Preemptible RCU replaces disabled preemption with nesting counters
One important assumption in traditional RCU is that if a task is running with preemption disabled, it is effectively still inside an RCU read-side critical section. Grace period detection can therefore use schedulability as a signal.
In PREEMPT_RT, however, keeping preemption disabled for a long time damages real-time responsiveness. So Preemptible RCU instead maintains the nesting depth in current->rcu_read_lock_nesting. A task may be preempted even while it is inside a read-side critical section, and the system only needs to track precisely whether that task still holds RCU read-side protection.
This change makes real-time behavior more predictable
The read path remains lightweight because entering and leaving the critical section only updates a counter. At the same time, grace period detection shifts from “is preemption disabled” to “does any read-side nesting level remain active.”
That means PREEMPT_RT no longer trades coarse-grained scheduling blockage for safety. Instead, it uses finer-grained state tracking to guarantee correct reclamation. For high-priority real-time tasks, this is a more practical engineering tradeoff.
This design is especially suitable for highly concurrent and latency-sensitive kernel paths
If a system performs many lookups, traversals, and state reads while updates are relatively infrequent, RCU remains one of the most cost-effective synchronization mechanisms available. The value of PREEMPT_RT is not that it changes the theoretical RCU model, but that it allows the model to satisfy real-time constraints.

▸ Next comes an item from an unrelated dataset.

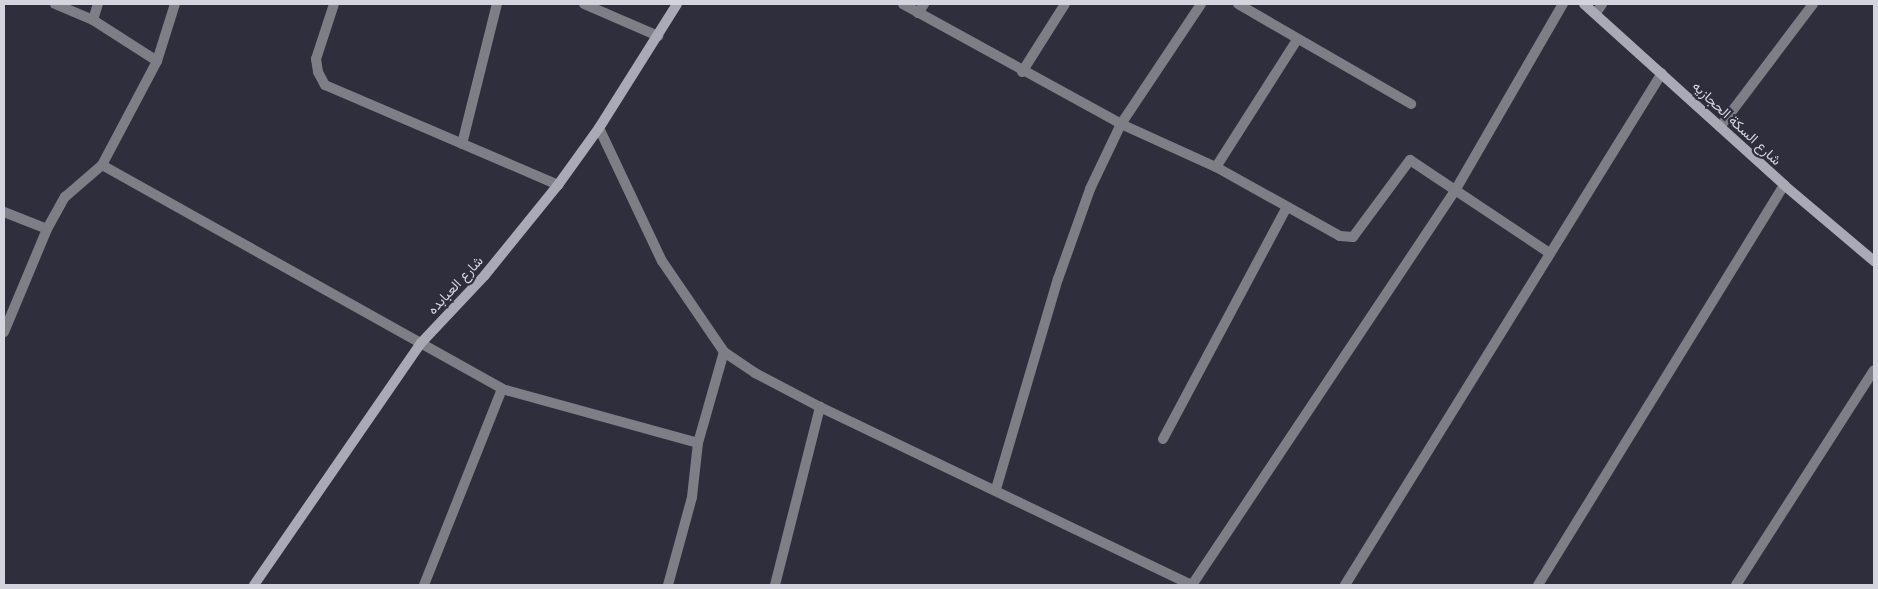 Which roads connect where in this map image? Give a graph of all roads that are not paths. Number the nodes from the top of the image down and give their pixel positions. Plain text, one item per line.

From an implementation perspective, the core difference can be summarized in one sentence: mainline RCU relies more on non-preemptible context to define who counts as a reader, while Preemptible RCU under PREEMPT_RT relies more on per-task nesting state to define readers.
FAQ
1. Why can the RCU read side be almost lock-free?
Because readers do not directly participate in write-side mutual exclusion and do not modify the shared object. Readers only consume published versions, while writers avoid conflicts through copying and deferred reclamation. That makes the read path extremely lightweight.

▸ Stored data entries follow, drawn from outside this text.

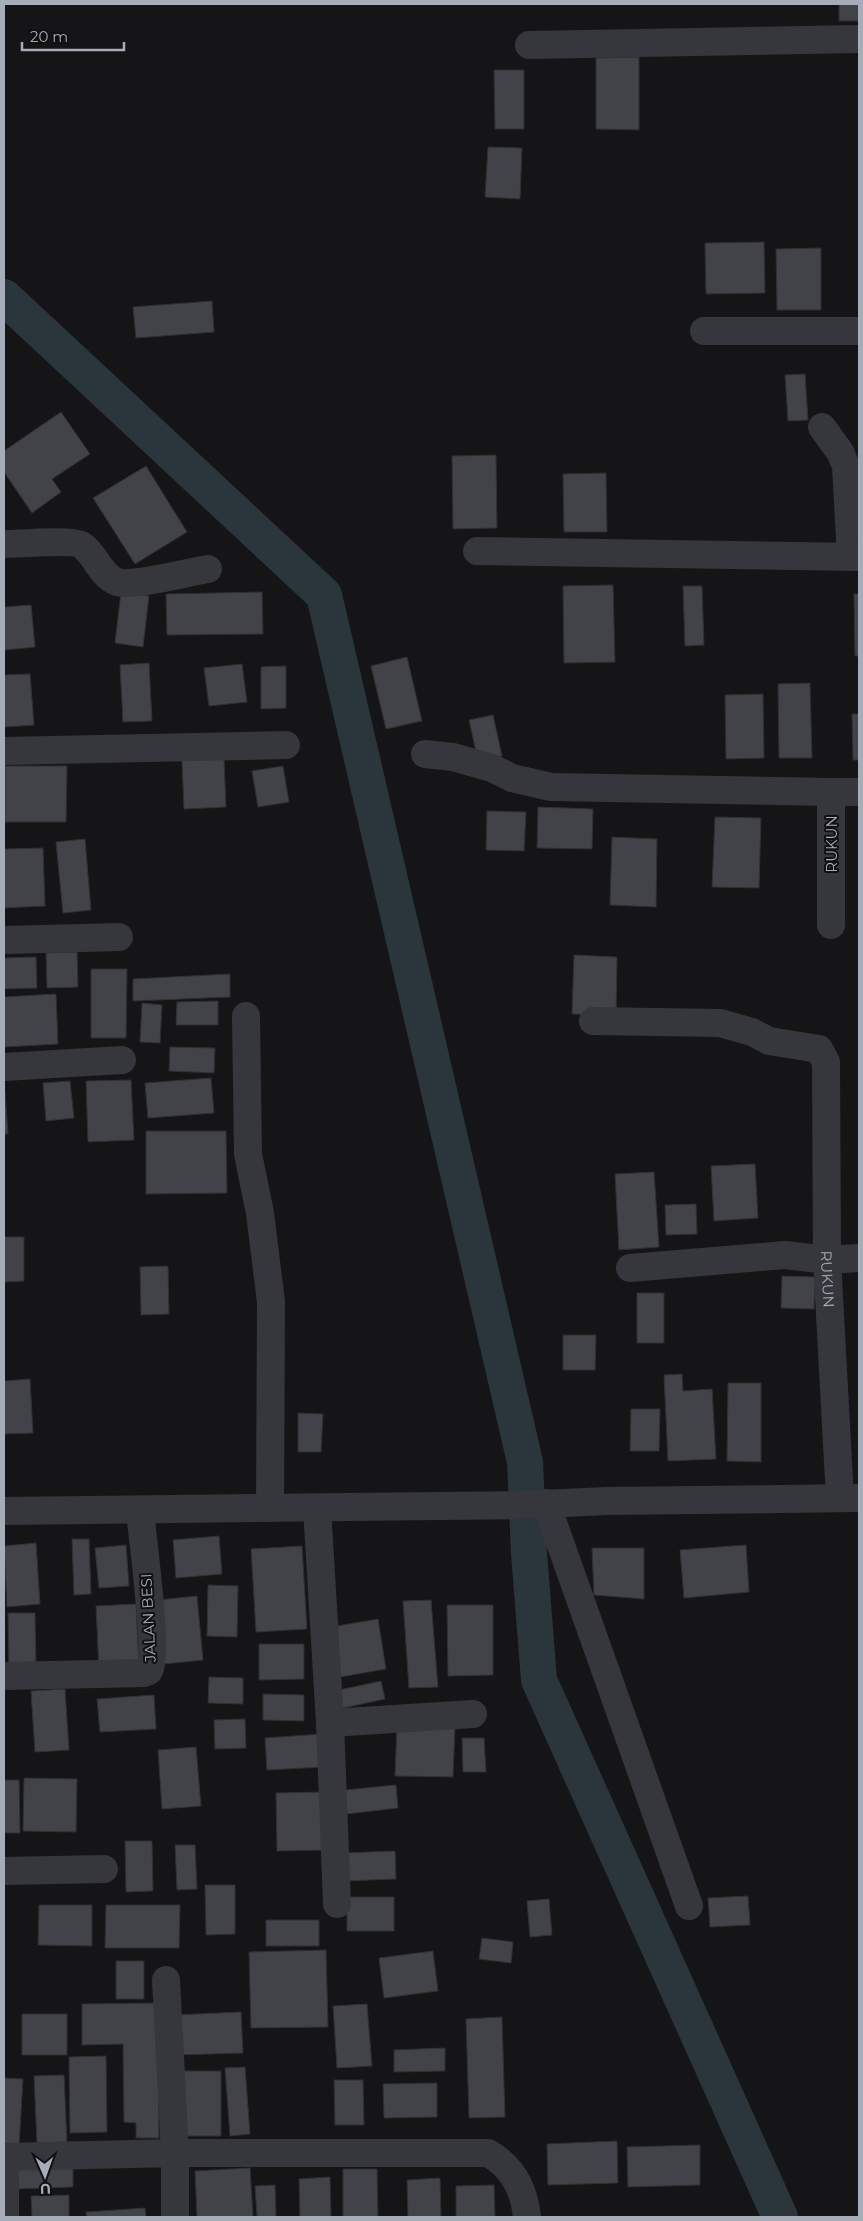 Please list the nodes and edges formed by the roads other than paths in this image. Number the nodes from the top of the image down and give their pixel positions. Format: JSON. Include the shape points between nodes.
{"nodes":[{"id":1,"x":859,"y":39,"type":"edge"},
{"id":2,"x":529,"y":45,"type":"dead end"},
{"id":3,"x":704,"y":331,"type":"dead end"},
{"id":4,"x":859,"y":331,"type":"edge"},
{"id":5,"x":822,"y":427,"type":"dead end"},
{"id":6,"x":4,"y":544,"type":"edge"},
{"id":7,"x":477,"y":551,"type":"dead end"},
{"id":8,"x":855,"y":557,"type":"edge"},
{"id":9,"x":208,"y":569,"type":"dead end"},
{"id":10,"x":286,"y":745,"type":"dead end"},
{"id":11,"x":4,"y":751,"type":"edge"},
{"id":12,"x":424,"y":754,"type":"dead end"},
{"id":13,"x":831,"y":792,"type":"junction"},
{"id":14,"x":859,"y":792,"type":"edge"},
{"id":15,"x":831,"y":925,"type":"dead end"},
{"id":16,"x":119,"y":937,"type":"dead end"},
{"id":17,"x":4,"y":940,"type":"edge"},
{"id":18,"x":246,"y":1016,"type":"dead end"},
{"id":19,"x":593,"y":1021,"type":"dead end"},
{"id":20,"x":122,"y":1060,"type":"dead end"},
{"id":21,"x":4,"y":1068,"type":"edge"},
{"id":22,"x":859,"y":1258,"type":"edge"},
{"id":23,"x":827,"y":1260,"type":"junction"},
{"id":24,"x":630,"y":1268,"type":"dead end"},
{"id":25,"x":850,"y":1498,"type":"edge"},
{"id":26,"x":536,"y":1504,"type":"junction"},
{"id":27,"x":270,"y":1508,"type":"junction"},
{"id":28,"x":317,"y":1508,"type":"junction"},
{"id":29,"x":140,"y":1510,"type":"junction"},
{"id":30,"x":4,"y":1511,"type":"edge"},
{"id":31,"x":4,"y":1676,"type":"edge"},
{"id":32,"x":473,"y":1714,"type":"dead end"},
{"id":33,"x":330,"y":1723,"type":"junction"},
{"id":34,"x":104,"y":1869,"type":"dead end"},
{"id":35,"x":4,"y":1871,"type":"edge"},
{"id":36,"x":337,"y":1904,"type":"dead end"},
{"id":37,"x":689,"y":1906,"type":"dead end"},
{"id":38,"x":166,"y":1980,"type":"dead end"},
{"id":39,"x":175,"y":2154,"type":"junction"},
{"id":40,"x":4,"y":2156,"type":"edge"},
{"id":41,"x":5,"y":2217,"type":"edge"},
{"id":42,"x":175,"y":2217,"type":"edge"},
{"id":43,"x":527,"y":2217,"type":"edge"}],
"edges":[{"from":1,"to":2,"type":"street"},
{"from":3,"to":4,"type":"street"},
{"from":5,"to":8,"type":"street","via":[[846,466]]},
{"from":6,"to":9,"type":"street","via":[[75,542],[88,550],[108,577],[118,582],[131,583]]},
{"from":7,"to":8,"type":"street"},
{"from":10,"to":11,"type":"street"},
{"from":12,"to":13,"type":"street","via":[[452,757],[492,768],[512,778],[551,787]]},
{"from":13,"to":14,"type":"street"},
{"from":13,"to":15,"type":"street","name":"RUKUN"},
{"from":16,"to":17,"type":"street"},
{"from":18,"to":27,"type":"street","via":[[248,1154],[260,1213],[271,1302]]},
{"from":19,"to":23,"type":"street","name":"RUKUN","via":[[720,1023],[752,1032],[769,1041],[819,1049],[826,1062]]},
{"from":20,"to":21,"type":"street"},
{"from":22,"to":23,"type":"street"},
{"from":23,"to":24,"type":"street","via":[[785,1255]]},
{"from":23,"to":25,"type":"street","name":"RUKUN"},
{"from":25,"to":26,"type":"street"},
{"from":26,"to":28,"type":"street"},
{"from":26,"to":37,"type":"street"},
{"from":27,"to":28,"type":"street"},
{"from":27,"to":29,"type":"street"},
{"from":28,"to":33,"type":"street"},
{"from":29,"to":30,"type":"street"},
{"from":29,"to":31,"type":"street","name":"JALAN BESI","via":[[150,1616],[152,1658],[149,1671]]},
{"from":32,"to":33,"type":"street"},
{"from":33,"to":36,"type":"street"},
{"from":34,"to":35,"type":"street"},
{"from":38,"to":39,"type":"street"},
{"from":39,"to":40,"type":"street"},
{"from":39,"to":42,"type":"street"},
{"from":39,"to":43,"type":"street","via":[[488,2153],[502,2161],[515,2177]]},
{"from":40,"to":41,"type":"street"}]}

2. Why can PREEMPT_RT no longer rely on preempt_disable()?
Because disabling preemption extends the waiting time for high-priority tasks and creates unpredictable latency. Real-time systems care more about worst-case response time, so read-side critical sections must remain preemptible.
3. What determines that a grace period has ended?
The decision is based not on elapsed time, but on whether all readers that could still access the old object have exited their critical sections. Under PREEMPT_RCU, this usually depends on coordination between per-task read-side nesting counters and system quiescent states.
Core summary: This article reconstructs how Linux kernel RCU is implemented in a PREEMPT_RT environment, focusing on lockless reads, grace period detection, and the key differences introduced by Preemptible RCU. It explains how the kernel reduces real-time latency while still guaranteeing safe data reclamation.